▸ **Collected data**
□ □ □ □ □ □ □

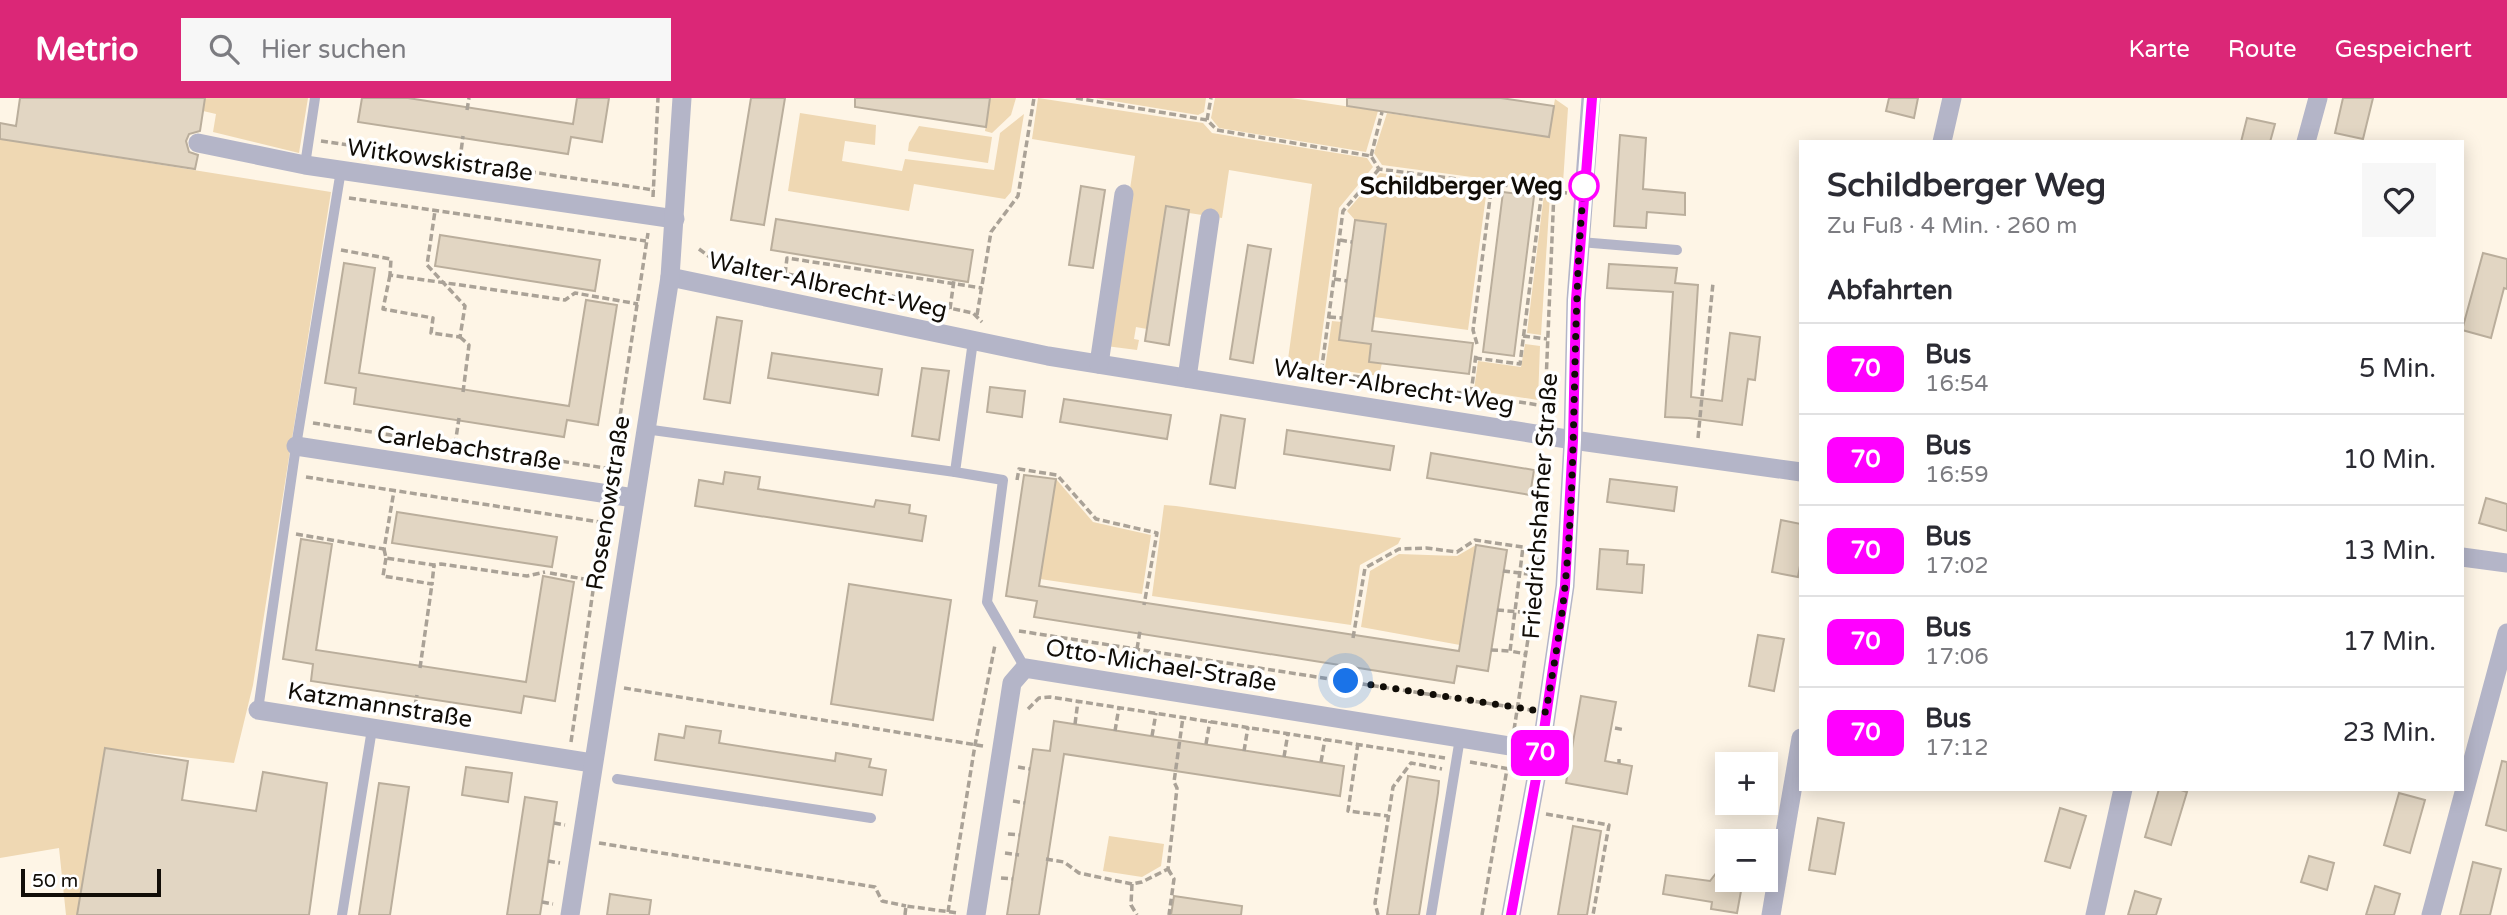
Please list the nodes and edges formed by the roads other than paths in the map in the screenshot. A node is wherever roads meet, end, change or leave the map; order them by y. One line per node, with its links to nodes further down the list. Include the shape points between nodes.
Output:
1 (315, 98): 9 (lane)
2 (682, 98): 12 (street, Rosenowstraße)
3 (1591, 98): 14 (street, Friedrichshafner Straße)
4 (1952, 98): 6 (street)
5 (2318, 98): 7 (street)
6 (1942, 140)
7 (2307, 140)
8 (198, 143): 9 (street, Witkowskistraße)
9 (304, 165): 10 (street, Witkowskistraße)
10 (341, 170): 12 (street, Witkowskistraße); 22 (lane, Katzmannstraße)
11 (1124, 194): 18 (street)
12 (675, 219): 16 (street, Rosenowstraße)
13 (1210, 219): 19 (street)
14 (1580, 242): 15 (lane); 21 (street, Friedrichshafner Straße)
15 (1677, 250)
16 (670, 277): 17 (street, Walter-Albrecht-Weg); 20 (street, Rosenowstraße)
17 (973, 341): 18 (street, Walter-Albrecht-Weg); 23 (lane)
18 (1099, 364): 19 (street, Walter-Albrecht-Weg)
19 (1187, 378): 21 (street, Walter-Albrecht-Weg)
20 (645, 429): 23 (lane); 25 (street, Rosenowstraße)
21 (1573, 440): 24 (street, Walter-Albrecht-Weg); 34 (street, Friedrichshafner Straße, via 1565,586)
22 (296, 446): 25 (street, Carlebachstraße); 30 (lane, Katzmannstraße)
23 (955, 472): 29 (lane, via 1003,480 987,602)
24 (1799, 472)
25 (634, 498): 35 (street, Rosenowstraße)
26 (2464, 557): 27 (street)
27 (2507, 563)
28 (2507, 633): 46 (street)
29 (1025, 668): 32 (street, Otto-Michael-Straße); 39 (street, Otto-Michael-Straße, via 1012,683)
30 (258, 710): 31 (street, Katzmannstraße)
31 (372, 729): 35 (street, Katzmannstraße); 40 (lane)
32 (1460, 738): 34 (street, Otto-Michael-Straße); 42 (lane)
33 (1799, 749): 44 (street)
34 (1541, 751): 43 (street, Friedrichshafner Straße)
35 (592, 763): 41 (street, Rosenowstraße)
36 (617, 779): 38 (lane)
37 (2123, 791): 45 (street)
38 (871, 818)
39 (968, 914)
40 (342, 915)
41 (570, 915)
42 (1431, 915)
43 (1511, 915)
44 (1770, 915)
45 (2095, 915)
46 (2431, 915)

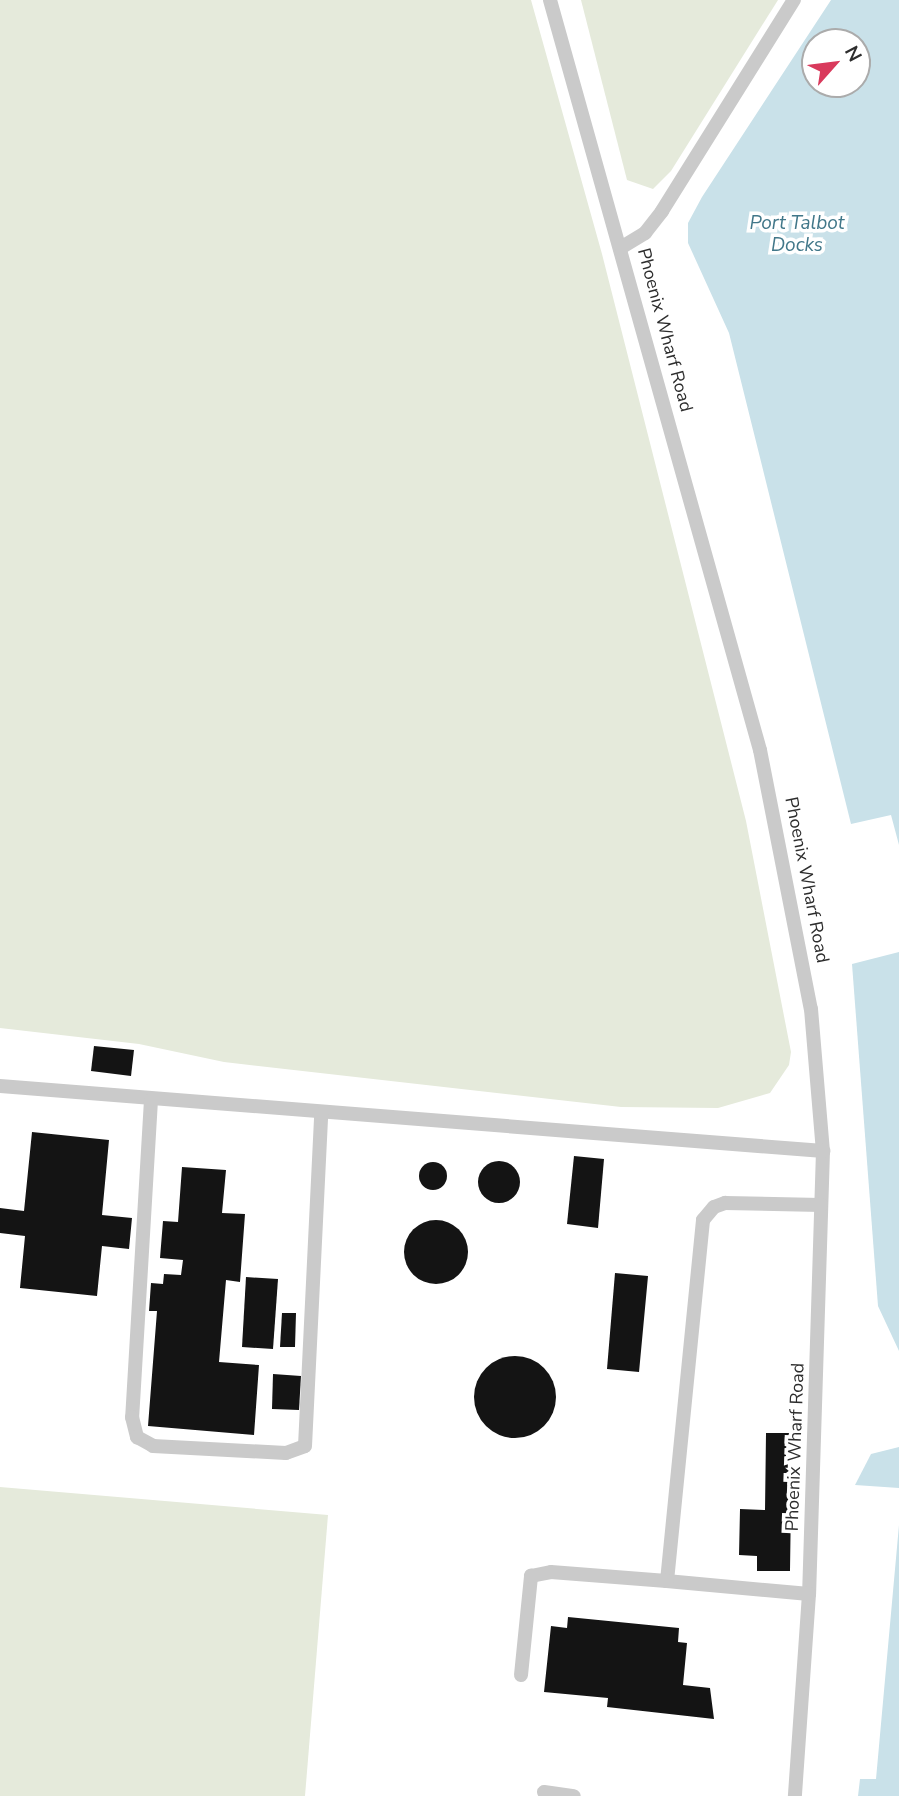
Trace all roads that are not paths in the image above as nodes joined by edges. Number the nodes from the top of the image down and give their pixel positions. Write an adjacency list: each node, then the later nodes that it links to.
1 (550, 0): 3 (lane, Phoenix Wharf Road)
2 (794, 0): 3 (lane)
3 (622, 247): 7 (lane, Phoenix Wharf Road)
4 (0, 1086): 5 (lane)
5 (151, 1100): 6 (lane); 6 (lane)
6 (321, 1113): 7 (lane)
7 (823, 1151): 8 (lane, Phoenix Wharf Road)
8 (821, 1206): 9 (lane); 10 (lane, Phoenix Wharf Road)
9 (667, 1581): 10 (lane); 11 (lane)
10 (809, 1594): 14 (lane, Phoenix Wharf Road)
11 (521, 1675)
12 (544, 1792): 13 (lane)
13 (574, 1796)
14 (795, 1796)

□ □ □ □ □ □ □

▸ **WHAT THE EXERCISE ASKS**
Reproduce nothing but the lines from the line containing "Trace all roads" to the last line of the data, each exactly as written.

▸ **YOUR RESPONSE**
Trace all roads that are not paths in the image above as nodes joined by edges. Number the nodes from the top of the image down and give their pixel positions. Write an adjacency list: each node, then the later nodes that it links to.
1 (550, 0): 3 (lane, Phoenix Wharf Road)
2 (794, 0): 3 (lane)
3 (622, 247): 7 (lane, Phoenix Wharf Road)
4 (0, 1086): 5 (lane)
5 (151, 1100): 6 (lane); 6 (lane)
6 (321, 1113): 7 (lane)
7 (823, 1151): 8 (lane, Phoenix Wharf Road)
8 (821, 1206): 9 (lane); 10 (lane, Phoenix Wharf Road)
9 (667, 1581): 10 (lane); 11 (lane)
10 (809, 1594): 14 (lane, Phoenix Wharf Road)
11 (521, 1675)
12 (544, 1792): 13 (lane)
13 (574, 1796)
14 (795, 1796)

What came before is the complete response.